### EXERCISE GOAL
In the data below, find each line containing the string "Calle" and return it.

━━━━━━━━━━━━━━━━━━━━━━━━━━━━━━

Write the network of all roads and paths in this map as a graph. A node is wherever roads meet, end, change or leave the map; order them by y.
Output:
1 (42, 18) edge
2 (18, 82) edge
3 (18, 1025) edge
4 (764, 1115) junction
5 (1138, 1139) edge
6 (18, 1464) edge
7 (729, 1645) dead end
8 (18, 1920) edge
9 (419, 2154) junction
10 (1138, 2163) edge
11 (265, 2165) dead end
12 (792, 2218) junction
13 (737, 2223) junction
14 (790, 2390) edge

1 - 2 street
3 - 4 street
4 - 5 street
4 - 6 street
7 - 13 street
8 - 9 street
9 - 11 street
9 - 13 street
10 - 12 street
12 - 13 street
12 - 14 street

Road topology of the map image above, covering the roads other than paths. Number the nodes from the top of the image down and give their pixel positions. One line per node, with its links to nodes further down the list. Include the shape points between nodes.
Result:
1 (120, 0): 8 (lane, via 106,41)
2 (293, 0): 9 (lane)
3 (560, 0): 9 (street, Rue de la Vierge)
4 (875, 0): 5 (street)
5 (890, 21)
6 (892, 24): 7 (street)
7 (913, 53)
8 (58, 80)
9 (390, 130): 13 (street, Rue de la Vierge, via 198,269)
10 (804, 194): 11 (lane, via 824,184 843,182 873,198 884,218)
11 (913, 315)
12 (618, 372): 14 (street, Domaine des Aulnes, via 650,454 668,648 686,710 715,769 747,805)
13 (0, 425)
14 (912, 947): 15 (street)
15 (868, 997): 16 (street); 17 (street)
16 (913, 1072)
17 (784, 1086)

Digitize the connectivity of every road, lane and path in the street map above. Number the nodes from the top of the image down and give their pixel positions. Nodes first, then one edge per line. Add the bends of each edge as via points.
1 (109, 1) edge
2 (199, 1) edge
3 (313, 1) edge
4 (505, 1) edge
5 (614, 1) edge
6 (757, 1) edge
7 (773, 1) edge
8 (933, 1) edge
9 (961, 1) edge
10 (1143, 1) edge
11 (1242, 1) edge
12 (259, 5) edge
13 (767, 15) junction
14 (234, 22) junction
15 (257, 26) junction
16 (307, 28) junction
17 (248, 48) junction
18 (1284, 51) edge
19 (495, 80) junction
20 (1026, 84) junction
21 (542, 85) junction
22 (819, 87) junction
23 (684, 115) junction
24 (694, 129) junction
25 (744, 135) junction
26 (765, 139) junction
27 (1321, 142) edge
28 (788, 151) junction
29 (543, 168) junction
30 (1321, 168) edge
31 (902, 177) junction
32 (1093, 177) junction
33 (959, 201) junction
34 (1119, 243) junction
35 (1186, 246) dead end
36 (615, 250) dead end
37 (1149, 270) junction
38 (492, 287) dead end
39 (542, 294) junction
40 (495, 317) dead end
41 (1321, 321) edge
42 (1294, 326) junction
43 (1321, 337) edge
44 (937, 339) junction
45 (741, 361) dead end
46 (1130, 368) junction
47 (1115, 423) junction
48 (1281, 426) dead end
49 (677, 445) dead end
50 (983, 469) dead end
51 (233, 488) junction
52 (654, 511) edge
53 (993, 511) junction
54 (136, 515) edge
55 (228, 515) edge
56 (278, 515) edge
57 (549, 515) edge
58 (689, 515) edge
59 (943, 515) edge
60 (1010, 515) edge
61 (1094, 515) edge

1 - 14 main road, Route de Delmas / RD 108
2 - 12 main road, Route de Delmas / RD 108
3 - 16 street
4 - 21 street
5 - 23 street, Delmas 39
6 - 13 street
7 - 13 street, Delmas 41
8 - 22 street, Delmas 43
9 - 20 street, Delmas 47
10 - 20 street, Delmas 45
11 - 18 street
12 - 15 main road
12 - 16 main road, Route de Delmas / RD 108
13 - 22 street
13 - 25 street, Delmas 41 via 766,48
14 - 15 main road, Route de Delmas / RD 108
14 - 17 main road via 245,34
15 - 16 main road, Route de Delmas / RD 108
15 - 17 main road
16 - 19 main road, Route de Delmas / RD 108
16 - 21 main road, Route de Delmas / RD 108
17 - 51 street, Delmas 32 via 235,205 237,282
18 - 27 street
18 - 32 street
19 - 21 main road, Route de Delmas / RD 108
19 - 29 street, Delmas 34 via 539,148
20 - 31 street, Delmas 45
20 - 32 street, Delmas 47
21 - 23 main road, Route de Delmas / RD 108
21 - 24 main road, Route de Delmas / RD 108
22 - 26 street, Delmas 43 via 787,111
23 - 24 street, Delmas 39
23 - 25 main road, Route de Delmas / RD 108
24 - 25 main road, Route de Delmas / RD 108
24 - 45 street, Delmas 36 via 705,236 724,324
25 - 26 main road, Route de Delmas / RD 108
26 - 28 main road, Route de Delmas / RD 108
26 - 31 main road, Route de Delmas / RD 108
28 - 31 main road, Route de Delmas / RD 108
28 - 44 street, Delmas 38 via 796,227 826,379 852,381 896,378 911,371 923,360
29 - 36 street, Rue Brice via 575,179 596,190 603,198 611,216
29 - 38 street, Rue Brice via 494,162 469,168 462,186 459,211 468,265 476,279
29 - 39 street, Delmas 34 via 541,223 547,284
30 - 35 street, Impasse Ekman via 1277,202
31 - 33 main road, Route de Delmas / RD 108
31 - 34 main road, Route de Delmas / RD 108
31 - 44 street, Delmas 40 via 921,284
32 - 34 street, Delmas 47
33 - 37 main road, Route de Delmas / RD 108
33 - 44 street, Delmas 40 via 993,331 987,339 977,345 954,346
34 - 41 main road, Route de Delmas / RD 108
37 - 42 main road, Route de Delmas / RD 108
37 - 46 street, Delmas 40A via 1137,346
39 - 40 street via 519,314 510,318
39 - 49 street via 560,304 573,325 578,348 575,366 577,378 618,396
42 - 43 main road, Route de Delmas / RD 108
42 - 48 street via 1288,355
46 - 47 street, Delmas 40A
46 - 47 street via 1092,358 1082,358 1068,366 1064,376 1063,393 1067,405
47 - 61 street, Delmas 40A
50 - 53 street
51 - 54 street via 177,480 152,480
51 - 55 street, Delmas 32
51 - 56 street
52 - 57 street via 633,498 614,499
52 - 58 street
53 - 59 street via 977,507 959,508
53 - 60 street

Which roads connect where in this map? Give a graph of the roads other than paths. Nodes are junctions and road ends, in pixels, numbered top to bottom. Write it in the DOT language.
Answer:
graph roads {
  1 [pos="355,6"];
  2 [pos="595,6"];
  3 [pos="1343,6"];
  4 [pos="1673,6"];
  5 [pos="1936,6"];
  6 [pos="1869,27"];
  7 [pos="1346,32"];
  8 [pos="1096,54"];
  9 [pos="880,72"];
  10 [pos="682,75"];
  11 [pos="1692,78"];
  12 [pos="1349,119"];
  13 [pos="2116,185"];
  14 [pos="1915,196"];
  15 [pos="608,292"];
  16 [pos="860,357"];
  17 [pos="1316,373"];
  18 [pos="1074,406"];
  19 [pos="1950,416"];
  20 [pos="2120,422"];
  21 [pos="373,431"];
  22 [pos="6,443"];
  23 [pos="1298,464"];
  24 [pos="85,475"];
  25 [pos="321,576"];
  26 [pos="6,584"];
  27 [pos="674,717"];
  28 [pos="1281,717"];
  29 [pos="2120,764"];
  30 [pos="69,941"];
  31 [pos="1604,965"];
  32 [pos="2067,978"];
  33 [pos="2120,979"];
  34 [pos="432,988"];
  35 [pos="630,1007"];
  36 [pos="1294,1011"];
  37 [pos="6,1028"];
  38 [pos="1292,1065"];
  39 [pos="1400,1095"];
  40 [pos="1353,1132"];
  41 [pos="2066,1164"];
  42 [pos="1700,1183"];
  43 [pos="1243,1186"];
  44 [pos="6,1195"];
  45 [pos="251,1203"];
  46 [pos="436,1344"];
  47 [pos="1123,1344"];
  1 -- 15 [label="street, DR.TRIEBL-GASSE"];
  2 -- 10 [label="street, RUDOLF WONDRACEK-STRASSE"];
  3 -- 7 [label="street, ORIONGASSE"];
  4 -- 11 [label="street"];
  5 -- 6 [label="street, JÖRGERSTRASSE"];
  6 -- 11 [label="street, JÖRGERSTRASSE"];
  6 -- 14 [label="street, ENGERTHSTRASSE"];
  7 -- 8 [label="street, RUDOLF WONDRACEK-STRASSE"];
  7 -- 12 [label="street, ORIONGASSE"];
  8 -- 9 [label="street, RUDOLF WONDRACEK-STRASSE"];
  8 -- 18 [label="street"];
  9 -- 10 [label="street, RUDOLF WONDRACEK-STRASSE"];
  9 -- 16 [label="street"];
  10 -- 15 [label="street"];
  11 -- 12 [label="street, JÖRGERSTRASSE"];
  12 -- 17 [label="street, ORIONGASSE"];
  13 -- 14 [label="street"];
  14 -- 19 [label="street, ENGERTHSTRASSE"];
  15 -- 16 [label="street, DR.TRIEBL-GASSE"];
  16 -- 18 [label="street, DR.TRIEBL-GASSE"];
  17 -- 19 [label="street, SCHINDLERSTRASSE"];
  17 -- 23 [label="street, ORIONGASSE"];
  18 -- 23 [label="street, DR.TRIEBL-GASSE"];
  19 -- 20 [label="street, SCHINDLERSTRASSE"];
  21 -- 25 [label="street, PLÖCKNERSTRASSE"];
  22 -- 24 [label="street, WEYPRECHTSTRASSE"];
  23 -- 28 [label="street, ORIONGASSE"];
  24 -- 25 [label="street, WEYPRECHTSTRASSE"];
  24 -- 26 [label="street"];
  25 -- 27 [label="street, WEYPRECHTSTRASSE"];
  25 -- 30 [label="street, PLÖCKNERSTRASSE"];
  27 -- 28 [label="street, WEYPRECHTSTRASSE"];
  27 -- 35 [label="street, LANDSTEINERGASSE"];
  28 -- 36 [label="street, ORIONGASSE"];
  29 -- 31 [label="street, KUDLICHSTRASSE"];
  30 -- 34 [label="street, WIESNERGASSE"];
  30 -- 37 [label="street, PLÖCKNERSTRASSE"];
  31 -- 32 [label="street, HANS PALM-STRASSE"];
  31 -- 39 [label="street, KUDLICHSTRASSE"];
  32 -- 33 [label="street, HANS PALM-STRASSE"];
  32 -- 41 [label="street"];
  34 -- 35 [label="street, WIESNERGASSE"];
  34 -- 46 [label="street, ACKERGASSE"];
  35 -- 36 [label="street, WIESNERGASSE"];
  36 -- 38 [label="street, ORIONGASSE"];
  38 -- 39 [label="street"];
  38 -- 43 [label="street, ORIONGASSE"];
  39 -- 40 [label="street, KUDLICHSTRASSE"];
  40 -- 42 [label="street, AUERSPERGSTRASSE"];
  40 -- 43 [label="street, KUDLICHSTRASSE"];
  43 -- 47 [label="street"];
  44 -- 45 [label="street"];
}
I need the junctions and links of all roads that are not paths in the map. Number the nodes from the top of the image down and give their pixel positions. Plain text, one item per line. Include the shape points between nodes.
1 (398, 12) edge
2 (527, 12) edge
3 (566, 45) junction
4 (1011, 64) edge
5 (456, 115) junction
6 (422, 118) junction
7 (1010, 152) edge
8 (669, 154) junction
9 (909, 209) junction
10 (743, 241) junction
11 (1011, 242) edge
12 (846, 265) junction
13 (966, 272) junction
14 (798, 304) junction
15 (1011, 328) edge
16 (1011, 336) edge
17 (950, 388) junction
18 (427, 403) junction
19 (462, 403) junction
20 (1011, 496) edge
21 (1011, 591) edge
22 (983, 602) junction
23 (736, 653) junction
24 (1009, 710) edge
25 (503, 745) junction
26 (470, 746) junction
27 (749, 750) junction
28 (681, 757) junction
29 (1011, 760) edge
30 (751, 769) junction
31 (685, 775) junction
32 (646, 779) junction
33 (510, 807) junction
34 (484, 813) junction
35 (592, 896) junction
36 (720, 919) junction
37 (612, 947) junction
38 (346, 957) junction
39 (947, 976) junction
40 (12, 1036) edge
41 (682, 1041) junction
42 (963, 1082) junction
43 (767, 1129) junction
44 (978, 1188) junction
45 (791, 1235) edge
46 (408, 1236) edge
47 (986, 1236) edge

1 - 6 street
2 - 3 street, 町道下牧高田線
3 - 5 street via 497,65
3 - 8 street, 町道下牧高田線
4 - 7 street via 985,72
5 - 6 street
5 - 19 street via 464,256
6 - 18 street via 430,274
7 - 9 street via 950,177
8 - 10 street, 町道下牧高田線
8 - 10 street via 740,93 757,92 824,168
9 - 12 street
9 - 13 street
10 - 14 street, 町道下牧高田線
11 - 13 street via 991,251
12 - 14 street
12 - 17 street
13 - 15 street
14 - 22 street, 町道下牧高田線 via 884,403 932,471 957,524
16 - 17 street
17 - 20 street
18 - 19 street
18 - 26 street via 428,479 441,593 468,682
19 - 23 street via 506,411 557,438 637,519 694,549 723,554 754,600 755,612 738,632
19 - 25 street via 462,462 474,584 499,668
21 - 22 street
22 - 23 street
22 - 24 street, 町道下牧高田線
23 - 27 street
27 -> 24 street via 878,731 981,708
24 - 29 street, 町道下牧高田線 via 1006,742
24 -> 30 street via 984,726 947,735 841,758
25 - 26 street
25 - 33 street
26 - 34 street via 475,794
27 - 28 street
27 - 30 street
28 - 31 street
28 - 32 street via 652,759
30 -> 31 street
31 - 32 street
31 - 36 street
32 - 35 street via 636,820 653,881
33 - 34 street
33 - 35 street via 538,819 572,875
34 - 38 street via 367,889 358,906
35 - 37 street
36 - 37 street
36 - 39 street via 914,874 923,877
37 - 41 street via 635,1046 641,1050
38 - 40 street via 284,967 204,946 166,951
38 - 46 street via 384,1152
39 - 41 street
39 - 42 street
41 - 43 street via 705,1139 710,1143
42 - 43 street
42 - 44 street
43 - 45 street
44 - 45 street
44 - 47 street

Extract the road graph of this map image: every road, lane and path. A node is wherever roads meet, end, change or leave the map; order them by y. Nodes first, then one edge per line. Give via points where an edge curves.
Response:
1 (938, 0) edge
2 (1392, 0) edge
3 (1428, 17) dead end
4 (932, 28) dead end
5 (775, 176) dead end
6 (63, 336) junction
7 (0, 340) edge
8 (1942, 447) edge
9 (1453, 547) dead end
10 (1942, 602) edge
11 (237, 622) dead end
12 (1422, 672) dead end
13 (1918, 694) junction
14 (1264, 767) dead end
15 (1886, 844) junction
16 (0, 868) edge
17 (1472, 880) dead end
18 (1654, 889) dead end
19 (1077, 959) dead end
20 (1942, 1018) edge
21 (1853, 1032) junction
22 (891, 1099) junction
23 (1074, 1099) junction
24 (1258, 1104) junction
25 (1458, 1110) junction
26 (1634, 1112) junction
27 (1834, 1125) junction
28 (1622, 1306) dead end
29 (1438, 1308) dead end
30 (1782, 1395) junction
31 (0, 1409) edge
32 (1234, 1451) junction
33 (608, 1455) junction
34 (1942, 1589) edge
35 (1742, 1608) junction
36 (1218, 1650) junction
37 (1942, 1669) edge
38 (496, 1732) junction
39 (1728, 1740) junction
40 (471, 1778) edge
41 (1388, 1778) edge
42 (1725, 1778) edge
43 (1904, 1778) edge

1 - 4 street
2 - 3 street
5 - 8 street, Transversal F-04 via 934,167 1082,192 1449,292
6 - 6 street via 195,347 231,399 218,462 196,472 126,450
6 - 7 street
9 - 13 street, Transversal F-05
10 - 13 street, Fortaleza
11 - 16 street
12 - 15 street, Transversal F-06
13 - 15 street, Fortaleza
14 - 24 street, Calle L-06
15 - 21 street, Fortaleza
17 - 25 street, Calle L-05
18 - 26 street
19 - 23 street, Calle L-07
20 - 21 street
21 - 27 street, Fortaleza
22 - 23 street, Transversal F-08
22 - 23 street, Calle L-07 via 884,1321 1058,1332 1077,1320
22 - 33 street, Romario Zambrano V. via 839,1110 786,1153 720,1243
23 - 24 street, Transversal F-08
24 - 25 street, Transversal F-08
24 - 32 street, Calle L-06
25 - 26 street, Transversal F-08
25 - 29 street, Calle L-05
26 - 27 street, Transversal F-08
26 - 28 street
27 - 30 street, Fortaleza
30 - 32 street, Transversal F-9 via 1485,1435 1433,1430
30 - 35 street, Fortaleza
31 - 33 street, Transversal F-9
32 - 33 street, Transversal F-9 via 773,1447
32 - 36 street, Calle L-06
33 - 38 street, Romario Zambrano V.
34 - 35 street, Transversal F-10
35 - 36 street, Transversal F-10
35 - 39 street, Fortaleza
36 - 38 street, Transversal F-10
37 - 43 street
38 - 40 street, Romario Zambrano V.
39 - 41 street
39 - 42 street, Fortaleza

━━━━━━━━━━━━━━━━━━━━━━━━━━━━━━

### OUTPUT
14 - 24 street, Calle L-06
17 - 25 street, Calle L-05
19 - 23 street, Calle L-07
22 - 23 street, Calle L-07 via 884,1321 1058,1332 1077,1320
24 - 32 street, Calle L-06
25 - 29 street, Calle L-05
32 - 36 street, Calle L-06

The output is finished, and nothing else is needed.